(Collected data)

————————

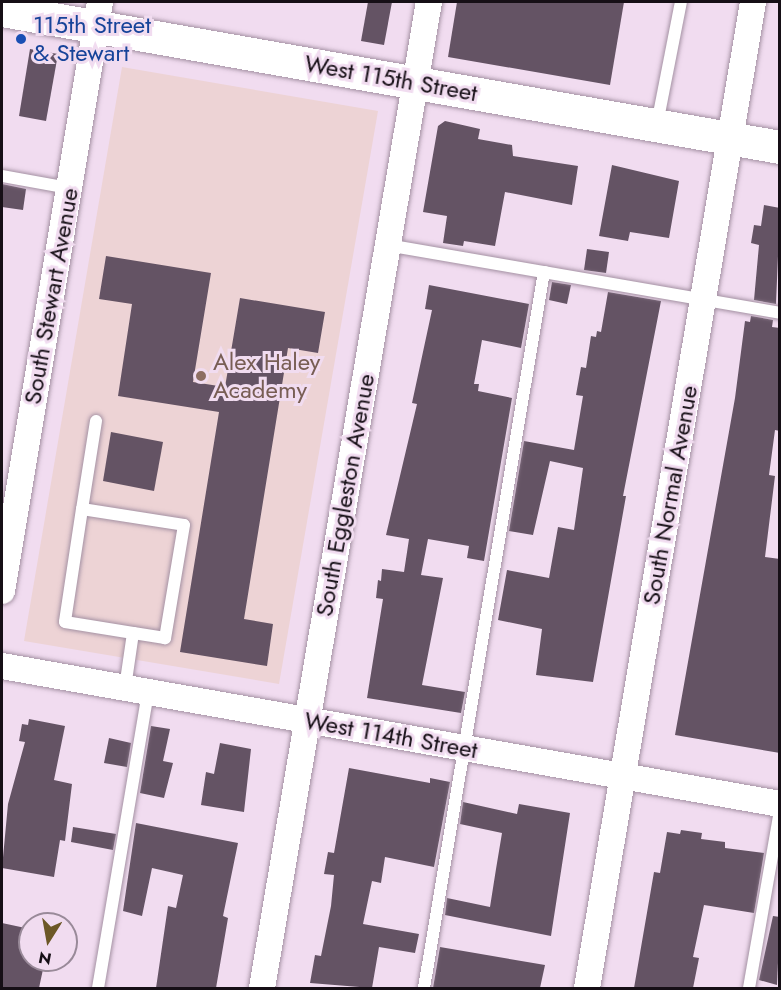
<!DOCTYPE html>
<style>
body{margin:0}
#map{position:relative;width:781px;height:990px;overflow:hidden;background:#f1dcf0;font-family:Jost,sans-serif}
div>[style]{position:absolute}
.education>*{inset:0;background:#edd3d5}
.building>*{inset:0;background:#645364}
.roads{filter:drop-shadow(0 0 2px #a491a3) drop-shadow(0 0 2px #a491a3)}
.lane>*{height:12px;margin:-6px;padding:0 6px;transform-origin:6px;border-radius:6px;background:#fff}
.street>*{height:26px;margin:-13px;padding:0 13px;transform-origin:13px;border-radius:13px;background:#fff}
.secondary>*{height:33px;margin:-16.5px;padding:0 16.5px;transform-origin:16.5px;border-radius:16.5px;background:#fff}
.dots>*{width:16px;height:16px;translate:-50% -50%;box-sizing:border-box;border:3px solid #f1dcf0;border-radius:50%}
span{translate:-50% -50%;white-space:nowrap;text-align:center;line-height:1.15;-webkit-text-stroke:6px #f1dcf0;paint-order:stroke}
.transit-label{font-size:24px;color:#164399}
.left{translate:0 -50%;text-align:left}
.street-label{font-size:24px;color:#160f16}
.education-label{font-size:24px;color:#785e54}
.frame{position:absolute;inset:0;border:3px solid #160f16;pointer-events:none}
.north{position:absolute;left:18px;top:912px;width:60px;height:60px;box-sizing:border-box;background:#f1dcf0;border:2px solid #998a99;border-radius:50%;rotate:191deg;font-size:16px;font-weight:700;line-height:24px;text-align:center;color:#160f16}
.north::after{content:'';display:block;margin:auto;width:21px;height:27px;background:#6c5726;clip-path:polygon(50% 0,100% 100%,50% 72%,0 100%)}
</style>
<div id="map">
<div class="education">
<i style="clip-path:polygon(122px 67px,378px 111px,279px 684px,24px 641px)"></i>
</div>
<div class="building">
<i style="clip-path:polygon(368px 2px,392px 2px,384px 45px,361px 41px)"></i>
<i style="clip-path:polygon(457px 2px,624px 2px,610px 85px,448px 57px)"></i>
<i style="clip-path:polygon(30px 49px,58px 54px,46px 121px,19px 116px)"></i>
<i style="clip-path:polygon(445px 121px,480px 129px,478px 139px,512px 145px,513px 156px,578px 166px,572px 205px,505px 192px,495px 246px,464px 241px,463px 246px,443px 243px,447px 216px,423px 212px,438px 126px)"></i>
<i style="clip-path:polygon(612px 165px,679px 181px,669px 238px,630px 232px,628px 241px,599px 236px)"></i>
<i style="clip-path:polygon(2px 184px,26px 189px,23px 210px,2px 207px)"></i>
<i style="clip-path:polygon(764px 205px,780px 208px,776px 304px,754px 300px,759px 245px,751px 243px,754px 225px,761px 226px)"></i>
<i style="clip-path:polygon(587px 249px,609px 252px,606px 273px,584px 270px)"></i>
<i style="clip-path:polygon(106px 256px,211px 273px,193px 382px,225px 387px,240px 298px,325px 312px,318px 353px,288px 348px,244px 619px,273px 624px,267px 666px,180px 652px,219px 412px,118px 396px,132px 304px,99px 299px)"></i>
<i style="clip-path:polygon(552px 282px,571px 285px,567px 304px,549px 300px)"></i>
<i style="clip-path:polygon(429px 285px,529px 304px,521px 348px,482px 340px,474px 384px,479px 384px,478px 391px,512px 398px,484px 561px,467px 558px,469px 546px,428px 539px,421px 575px,443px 578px,422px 685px,465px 692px,461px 713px,367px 698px,383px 599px,376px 598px,378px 580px,381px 581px,382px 569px,404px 572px,409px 539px,386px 535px,417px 404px,412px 403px,432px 310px,425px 309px)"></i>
<i style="clip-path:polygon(608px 292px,661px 301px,623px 496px,626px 496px,593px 682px,536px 675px,542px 629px,498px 620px,507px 570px,549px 578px,558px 527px,574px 530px,583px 468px,550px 461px,533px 535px,509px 531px,524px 441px,574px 450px,583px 396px,576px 395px,581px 367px,586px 368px,591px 336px,596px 337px,597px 331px,601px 332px)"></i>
<i style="clip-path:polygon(751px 316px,773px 320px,772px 327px,780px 328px,780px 431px,775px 430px,769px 475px,775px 476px,765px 557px,780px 559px,780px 753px,675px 735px,735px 398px,745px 321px,750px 322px)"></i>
<i style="clip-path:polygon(111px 432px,163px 442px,154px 491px,103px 481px)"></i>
<i style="clip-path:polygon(29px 719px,65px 726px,54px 780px,72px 784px,65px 841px,60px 840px,54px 877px,2px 868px,8px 804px,25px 742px,19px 741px,22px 724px,28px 725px)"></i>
<i style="clip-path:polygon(151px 726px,170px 729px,163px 761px,173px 763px,164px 798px,140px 793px)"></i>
<i style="clip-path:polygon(109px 738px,131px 743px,127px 767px,104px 763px)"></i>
<i style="clip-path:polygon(220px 743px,251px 749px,244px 812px,201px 805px,206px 772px,214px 774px)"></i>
<i style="clip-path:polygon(349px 768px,430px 783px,430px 778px,450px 782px,434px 867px,385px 857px,381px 883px,372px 881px,363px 924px,419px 934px,415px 953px,379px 947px,372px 988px,310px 983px,315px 955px,321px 956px,331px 906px,334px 875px,324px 874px,328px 852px,334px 853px)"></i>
<i style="clip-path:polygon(463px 802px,517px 814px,519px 804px,570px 813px,551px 936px,445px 915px,447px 898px,490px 907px,496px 869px,502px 833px,460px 824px)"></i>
<i style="clip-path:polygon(136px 823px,238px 843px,223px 916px,228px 918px,216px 988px,156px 988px,168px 906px,176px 908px,183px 875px,152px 868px,142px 916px,123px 911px)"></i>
<i style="clip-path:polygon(73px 827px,116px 834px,113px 850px,71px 842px)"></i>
<i style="clip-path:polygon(681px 830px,702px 833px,701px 839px,725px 842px,725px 848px,764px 853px,754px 913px,704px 905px,693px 957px,699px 958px,693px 988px,634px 988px,654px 872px,660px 873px,667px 832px,680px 834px)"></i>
<i style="clip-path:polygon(773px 916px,780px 917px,777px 985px,759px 980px)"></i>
<i style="clip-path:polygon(2px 923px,30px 929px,30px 960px,45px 960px,39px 988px,2px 988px)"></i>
<i style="clip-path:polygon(440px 947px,545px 965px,540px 988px,433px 988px)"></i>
</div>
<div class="roads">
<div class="lane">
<i style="left:657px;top:124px;width:124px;rotate:-78.9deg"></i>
<i style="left:2px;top:176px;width:68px;rotate:10.2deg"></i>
<i style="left:387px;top:245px;width:399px;rotate:9.8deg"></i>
<i style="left:96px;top:421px;width:89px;rotate:99deg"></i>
<i style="left:82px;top:509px;width:103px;rotate:8.9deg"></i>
<i style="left:184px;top:525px;width:115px;rotate:99.5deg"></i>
<i style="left:165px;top:638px;width:32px;rotate:-171deg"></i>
<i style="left:133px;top:633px;width:56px;rotate:98.3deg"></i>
<i style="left:82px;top:509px;width:114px;rotate:98.6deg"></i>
<i style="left:65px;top:622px;width:69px;rotate:9.2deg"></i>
<i style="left:98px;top:988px;width:300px;rotate:-80.4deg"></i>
<i style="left:424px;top:988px;width:726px;rotate:-80.49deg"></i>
<i style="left:749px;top:988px;width:180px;rotate:-80.1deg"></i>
</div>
<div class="street">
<i style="left:2px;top:591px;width:597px;rotate:-80.55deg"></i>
<i style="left:2px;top:666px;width:790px;rotate:10.06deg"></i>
<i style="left:262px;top:988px;width:1000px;rotate:-80.39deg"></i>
<i style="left:587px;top:988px;width:1000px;rotate:-80.44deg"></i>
</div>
<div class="secondary">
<i style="left:2px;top:10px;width:790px;rotate:9.99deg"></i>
</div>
</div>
<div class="dots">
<i style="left:21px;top:39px;background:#1a4fb4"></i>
<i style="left:201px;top:376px;background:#8d6e63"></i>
</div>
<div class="transit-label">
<span class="left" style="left:33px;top:39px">115th Street<br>&amp; Stewart</span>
</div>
<div class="street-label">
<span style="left:391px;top:78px;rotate:10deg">West 115th Street</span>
<span style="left:51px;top:296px;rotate:-80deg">South Stewart Avenue</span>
<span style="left:345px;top:495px;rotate:-80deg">South Eggleston Avenue</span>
<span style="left:670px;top:495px;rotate:-80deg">South Normal Avenue</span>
<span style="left:391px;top:735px;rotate:10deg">West 114th Street</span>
</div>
<div class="education-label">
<span class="left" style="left:213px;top:376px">Alex Haley<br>Academy</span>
</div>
<div class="frame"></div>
<div class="north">N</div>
</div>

————————

TASK REQUIREMENTS:
Collect every line from the records above that contains the word "lane".

EXPECTED ANSWER:
.lane>*{height:12px;margin:-6px;padding:0 6px;transform-origin:6px;border-radius:6px;background:#fff}
<div class="lane">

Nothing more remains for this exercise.